*Collected data*:
************
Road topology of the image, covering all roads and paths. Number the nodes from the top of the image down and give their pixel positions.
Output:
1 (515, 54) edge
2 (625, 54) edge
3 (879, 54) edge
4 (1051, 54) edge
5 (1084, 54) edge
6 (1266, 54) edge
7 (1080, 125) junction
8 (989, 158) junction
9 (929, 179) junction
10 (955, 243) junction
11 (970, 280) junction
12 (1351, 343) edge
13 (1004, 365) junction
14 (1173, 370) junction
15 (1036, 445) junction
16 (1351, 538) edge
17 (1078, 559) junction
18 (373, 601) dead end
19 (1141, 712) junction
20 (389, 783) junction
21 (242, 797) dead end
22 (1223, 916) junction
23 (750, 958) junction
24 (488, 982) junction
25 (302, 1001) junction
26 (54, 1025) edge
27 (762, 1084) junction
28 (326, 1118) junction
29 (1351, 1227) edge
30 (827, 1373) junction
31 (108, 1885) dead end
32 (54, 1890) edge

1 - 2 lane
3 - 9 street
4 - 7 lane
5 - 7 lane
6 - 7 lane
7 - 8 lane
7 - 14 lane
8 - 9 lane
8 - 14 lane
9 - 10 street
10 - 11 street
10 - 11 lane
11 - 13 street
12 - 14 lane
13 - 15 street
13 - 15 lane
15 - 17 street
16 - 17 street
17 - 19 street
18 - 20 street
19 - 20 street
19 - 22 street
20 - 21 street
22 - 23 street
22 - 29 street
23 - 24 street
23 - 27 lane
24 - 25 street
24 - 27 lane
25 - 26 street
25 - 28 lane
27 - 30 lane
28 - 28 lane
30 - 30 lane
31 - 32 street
************
*What to work on*:
Every line above must be repeated exactly as it appears.

*The completed task*:
Road topology of the image, covering all roads and paths. Number the nodes from the top of the image down and give their pixel positions.
Output:
1 (515, 54) edge
2 (625, 54) edge
3 (879, 54) edge
4 (1051, 54) edge
5 (1084, 54) edge
6 (1266, 54) edge
7 (1080, 125) junction
8 (989, 158) junction
9 (929, 179) junction
10 (955, 243) junction
11 (970, 280) junction
12 (1351, 343) edge
13 (1004, 365) junction
14 (1173, 370) junction
15 (1036, 445) junction
16 (1351, 538) edge
17 (1078, 559) junction
18 (373, 601) dead end
19 (1141, 712) junction
20 (389, 783) junction
21 (242, 797) dead end
22 (1223, 916) junction
23 (750, 958) junction
24 (488, 982) junction
25 (302, 1001) junction
26 (54, 1025) edge
27 (762, 1084) junction
28 (326, 1118) junction
29 (1351, 1227) edge
30 (827, 1373) junction
31 (108, 1885) dead end
32 (54, 1890) edge

1 - 2 lane
3 - 9 street
4 - 7 lane
5 - 7 lane
6 - 7 lane
7 - 8 lane
7 - 14 lane
8 - 9 lane
8 - 14 lane
9 - 10 street
10 - 11 street
10 - 11 lane
11 - 13 street
12 - 14 lane
13 - 15 street
13 - 15 lane
15 - 17 street
16 - 17 street
17 - 19 street
18 - 20 street
19 - 20 street
19 - 22 street
20 - 21 street
22 - 23 street
22 - 29 street
23 - 24 street
23 - 27 lane
24 - 25 street
24 - 27 lane
25 - 26 street
25 - 28 lane
27 - 30 lane
28 - 28 lane
30 - 30 lane
31 - 32 street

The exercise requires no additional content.